Bands we want in 2016

With their high-energy garage rock, Tijuana Panthers are sure to keep you warm through the harsh winter.

With winter in full effect, these hot bands may be our only saviours

Montreal becomes a desert in January and February because the tired tires on a band’s tour van can’t trudge through the mounds of snow. They’re right to stay away—Montreal is less inviting when the cold is biting. Here are bands we can only dream of coming to our city-size freezer and whose songs will keep you warm—but not literally.

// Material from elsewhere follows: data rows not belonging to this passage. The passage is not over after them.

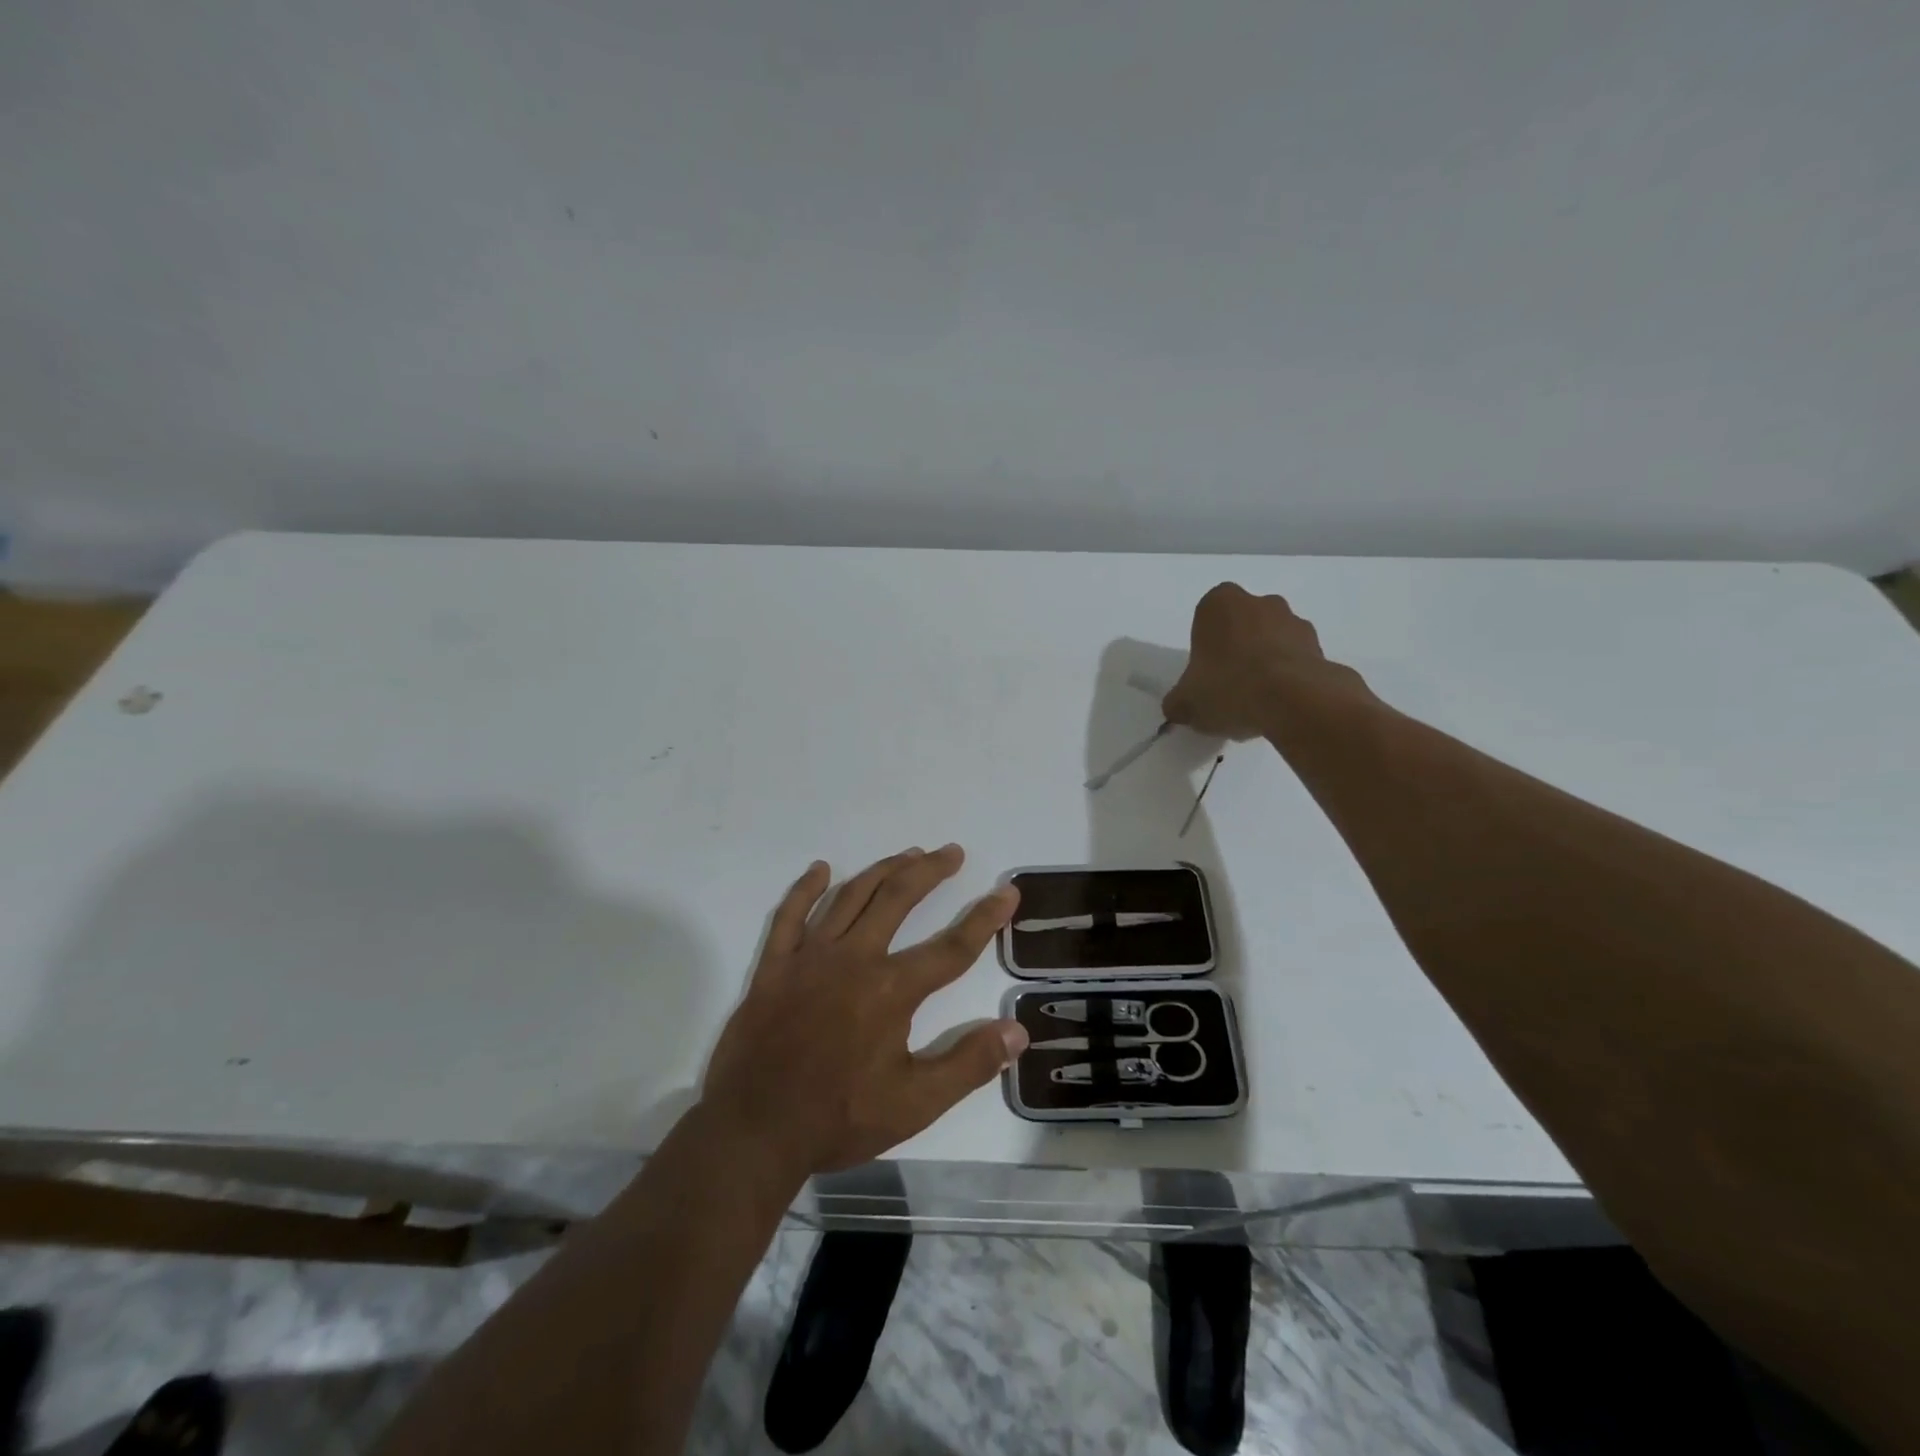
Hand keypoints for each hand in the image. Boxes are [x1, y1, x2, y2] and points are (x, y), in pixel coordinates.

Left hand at [700, 845, 1027, 1177]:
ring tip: (908, 853)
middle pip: (898, 899)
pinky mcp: (775, 966)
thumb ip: (968, 1064)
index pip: (952, 947)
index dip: (985, 918)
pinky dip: (806, 888)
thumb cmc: (839, 1117)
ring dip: (882, 870)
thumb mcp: (915, 1104)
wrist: (755, 1130)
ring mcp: (809, 957)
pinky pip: (790, 915)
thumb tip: (1017, 1030)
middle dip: (930, 871)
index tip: (1007, 891)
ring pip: (851, 897)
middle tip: (951, 852)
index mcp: (891, 989)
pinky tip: (821, 869)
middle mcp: (854, 959)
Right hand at [1163, 582, 1376, 739]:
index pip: (1206, 618)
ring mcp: (1295, 622)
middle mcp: (1260, 603)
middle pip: (1243, 626)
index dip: (1205, 646)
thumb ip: (1178, 702)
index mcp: (1219, 604)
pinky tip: (1280, 707)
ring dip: (1266, 663)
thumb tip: (1177, 708)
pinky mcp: (1322, 647)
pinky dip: (1290, 679)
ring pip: (1273, 641)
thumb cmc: (1228, 687)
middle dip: (1238, 650)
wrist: (1294, 701)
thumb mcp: (1186, 703)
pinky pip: (1297, 662)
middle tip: (1229, 687)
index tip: (1205, 673)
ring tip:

With their high-energy garage rock, Tijuana Panthers are sure to keep you warm through the harsh winter.
With their high-energy garage rock, Tijuana Panthers are sure to keep you warm through the harsh winter.

Heaters

Crank up Heaters to warm your winter. This Michigan trio lays down a thick layer of grainy psychedelia that’ll coat you with warmth like a cozy coat. Contrasting clean 1960s rock and roll riffs with crunchy vocals you won’t understand a word of, Heaters aren’t afraid to turn beach music into something grittier. Their 7-inch Mean Green, released in April 2015, is available for sale on Bandcamp for US$7.50 if you’re willing to lower your hydro bill and live off the heat you’ll make from dancing. “No Fuss” off the album is a jangly mid-tempo song that’s as dreamy as it is grimy.

 

Tijuana Panthers

It’s been said that if you put cocaine on your rider in Tijuana, the venue delivers. Tijuana Panthers’ music is euphoric in a similar way. This Long Beach, CA, trio channels the energy from barreling Long Beach waves and serves up a garage rock sound sick with nostalgia. Their latest album, POSTER, sounds like Brit pop set out to lay in the California sun only to shrivel in the sand and soak in a pool. POSTER travels back to bygone eras of danceable garage pop. Book a ticket to the warmer coast with a listen to “Boardwalk,” and strap in for some California romanticism.

 

Elvis Depressedly

Even though Elvis Depressedly hit up Montreal in October of last year opening for The Front Brothers, this king of sulky lo-fi pop deserves to be the main attraction. A song like “New Alhambra,” off the 2015 album of the same name, is the perfect soundtrack to a day spent inside avoiding a storm. Working with wobbly melodic guitar and often employing broken equipment, frontman Mat Cothran sings languidly about being depressed and feeling a lot of things, or feeling nothing at all. Let Elvis Depressedly’s simple yet poignant lyrics lull you into your warm winter coma.

 

Ween

In a statement announcing their Colorado reunion shows, this infamously weird duo said that the shows are “going to be fucking mind-blowing.” A mix of strange pitch modulation and effects, some of the oddest most unnecessarily descriptive lyrics, and rock and roll melodies that resemble the end result of Pink Floyd stuffed into a meat grinder, seeing Ween perform is like spotting the rarest bird in the Amazon. The oddities and combined musical prowess that sprouted their cultish fan base will keep your ears busy for days while you try to decipher exactly what the hell is happening on their albums.